▶ [WORKING DATA]:
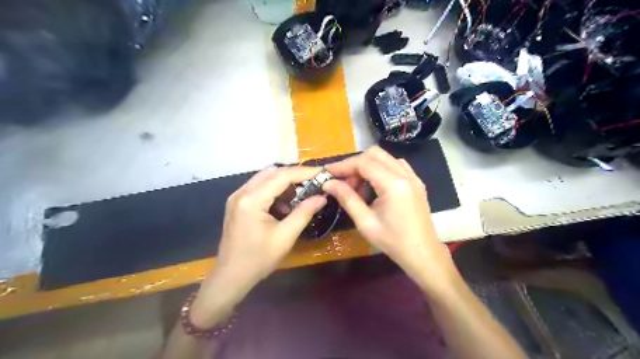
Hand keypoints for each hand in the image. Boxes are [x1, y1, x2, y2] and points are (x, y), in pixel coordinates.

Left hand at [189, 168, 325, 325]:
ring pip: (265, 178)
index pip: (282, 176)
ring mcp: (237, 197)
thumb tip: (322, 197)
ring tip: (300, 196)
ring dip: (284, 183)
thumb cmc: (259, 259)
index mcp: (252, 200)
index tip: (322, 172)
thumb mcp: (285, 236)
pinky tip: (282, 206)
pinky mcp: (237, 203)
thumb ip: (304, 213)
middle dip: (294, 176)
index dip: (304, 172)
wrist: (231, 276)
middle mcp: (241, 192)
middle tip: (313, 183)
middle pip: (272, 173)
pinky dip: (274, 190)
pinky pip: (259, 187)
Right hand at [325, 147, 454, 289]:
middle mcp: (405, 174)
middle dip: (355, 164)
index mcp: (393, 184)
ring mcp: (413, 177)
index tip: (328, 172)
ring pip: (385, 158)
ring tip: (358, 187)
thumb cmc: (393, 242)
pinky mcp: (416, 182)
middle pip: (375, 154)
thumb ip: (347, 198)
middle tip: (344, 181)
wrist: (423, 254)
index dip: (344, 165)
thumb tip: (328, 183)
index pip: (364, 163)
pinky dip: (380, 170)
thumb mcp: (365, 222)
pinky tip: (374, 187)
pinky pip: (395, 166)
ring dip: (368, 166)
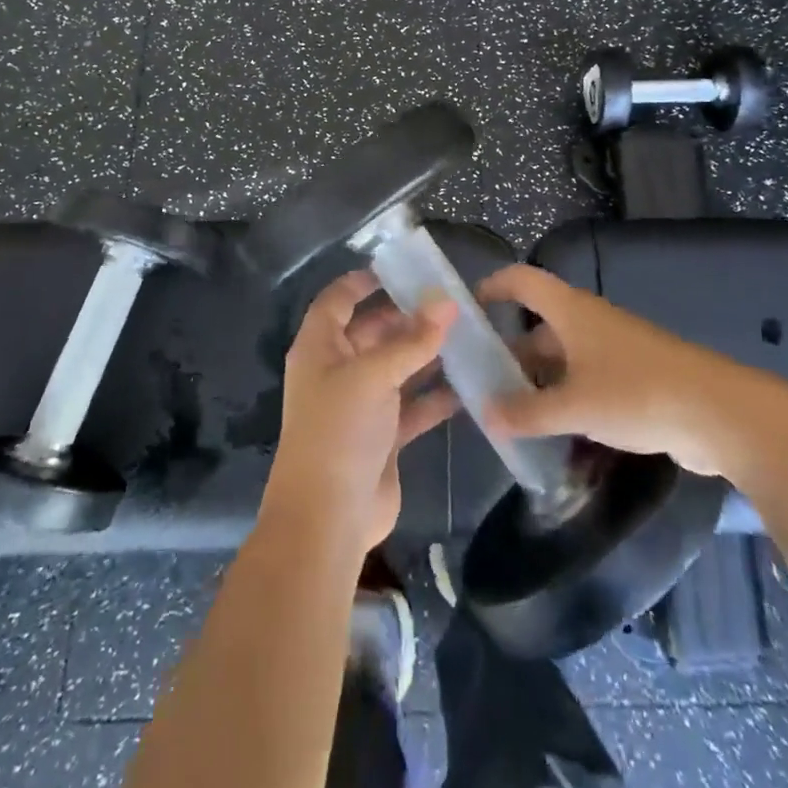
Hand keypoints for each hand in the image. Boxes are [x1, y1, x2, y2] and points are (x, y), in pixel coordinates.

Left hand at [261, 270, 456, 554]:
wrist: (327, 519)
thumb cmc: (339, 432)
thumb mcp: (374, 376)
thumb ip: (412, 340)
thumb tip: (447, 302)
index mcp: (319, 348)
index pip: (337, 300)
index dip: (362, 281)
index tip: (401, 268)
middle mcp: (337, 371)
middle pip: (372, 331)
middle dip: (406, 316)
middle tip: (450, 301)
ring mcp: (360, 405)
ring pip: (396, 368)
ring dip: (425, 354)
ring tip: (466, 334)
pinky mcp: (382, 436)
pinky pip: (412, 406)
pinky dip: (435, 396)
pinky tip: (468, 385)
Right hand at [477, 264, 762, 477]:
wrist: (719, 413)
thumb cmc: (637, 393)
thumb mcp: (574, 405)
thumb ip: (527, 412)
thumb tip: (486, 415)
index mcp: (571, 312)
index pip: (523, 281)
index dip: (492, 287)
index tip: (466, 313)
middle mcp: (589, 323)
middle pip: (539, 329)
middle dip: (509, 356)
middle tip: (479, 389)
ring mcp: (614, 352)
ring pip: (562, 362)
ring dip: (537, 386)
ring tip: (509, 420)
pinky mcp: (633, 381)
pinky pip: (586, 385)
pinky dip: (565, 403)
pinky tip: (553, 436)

* * *

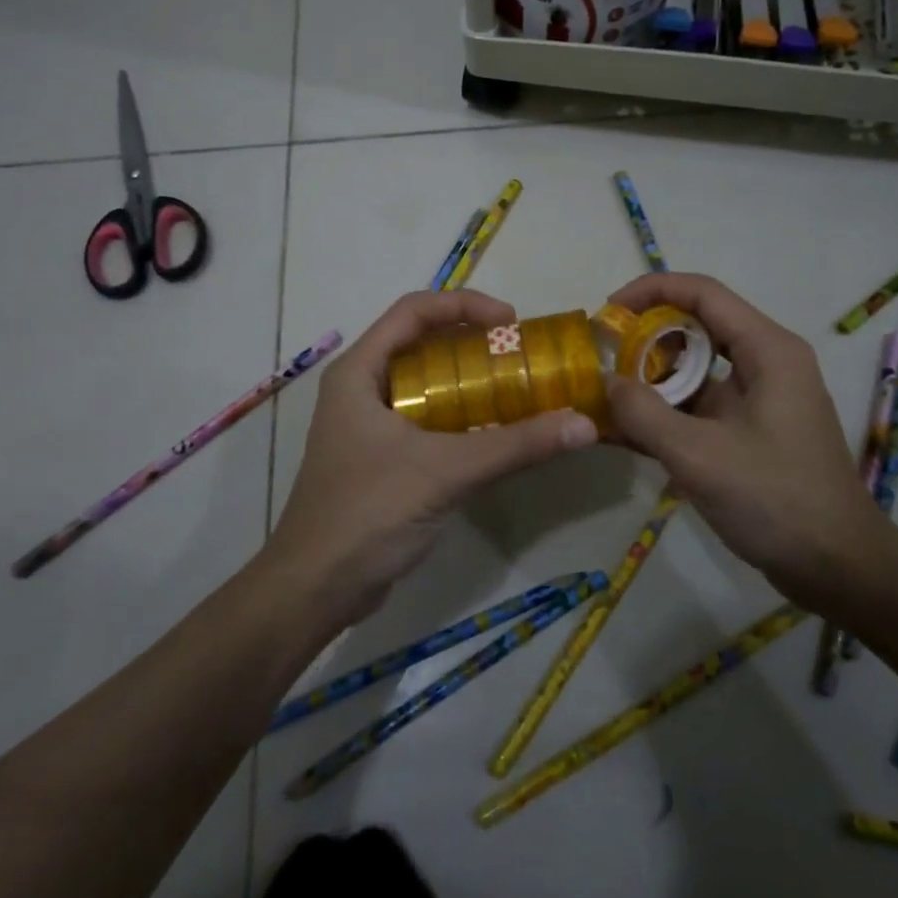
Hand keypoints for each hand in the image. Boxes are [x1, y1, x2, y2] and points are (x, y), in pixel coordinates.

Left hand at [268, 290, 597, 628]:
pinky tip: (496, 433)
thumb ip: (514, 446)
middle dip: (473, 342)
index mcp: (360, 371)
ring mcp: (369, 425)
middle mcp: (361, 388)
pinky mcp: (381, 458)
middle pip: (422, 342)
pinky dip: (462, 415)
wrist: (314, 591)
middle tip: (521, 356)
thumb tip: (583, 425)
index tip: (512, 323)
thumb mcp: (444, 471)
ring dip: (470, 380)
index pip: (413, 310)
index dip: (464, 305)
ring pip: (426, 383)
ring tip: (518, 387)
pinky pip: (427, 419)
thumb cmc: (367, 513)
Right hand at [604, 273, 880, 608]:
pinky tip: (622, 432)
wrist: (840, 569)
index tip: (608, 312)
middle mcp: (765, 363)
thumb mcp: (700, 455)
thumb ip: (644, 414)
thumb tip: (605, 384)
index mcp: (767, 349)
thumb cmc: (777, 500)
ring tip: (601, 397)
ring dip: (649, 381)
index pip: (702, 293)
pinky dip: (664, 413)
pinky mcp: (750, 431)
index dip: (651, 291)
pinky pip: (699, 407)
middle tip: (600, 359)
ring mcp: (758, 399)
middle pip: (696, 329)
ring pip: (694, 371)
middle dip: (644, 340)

▶ [TASK REQUIREMENTS]: Out of the material above, output word for word the line with "thumb tip: (583, 425)", the line with "middle dip: (644, 340)", and all lines between them, with nothing else.

▶ [THE ANSWER]:
thumb tip: (583, 425)
index tip: (512, 323)
thumb mcp: (444, 471)
ring dip: (470, 380)
index pip: (413, 310)
index dip: (464, 305)
ring pip: (426, 383)
ring tip: (518, 387)
pinky pip: (427, 419)
thumb cmc: (367, 513)
Right hand at [604, 273, 880, 608]:
pinky tip: (622, 432)
wrist: (840, 569)
index tip: (608, 312)
middle mcp: (765, 363)
thumb mcp: (700, 455)
thumb ip: (644, 414)
thumb tip: (605, 384)
index mcp: (767, 349)
thumb cmc: (777, 500)
ring tip: (601, 397)
ring dip: (649, 381)
index pip: (702, 293)
pinky dip: (664, 413)
pinky mcp: (750, 431)
index dip: (651, 291)
pinky pip: (699, 407)
middle tip: (600, 359)
ring mcp: (758, 399)
middle pip: (696, 329)
ring pip: (694, 371)
middle dip: (644, 340)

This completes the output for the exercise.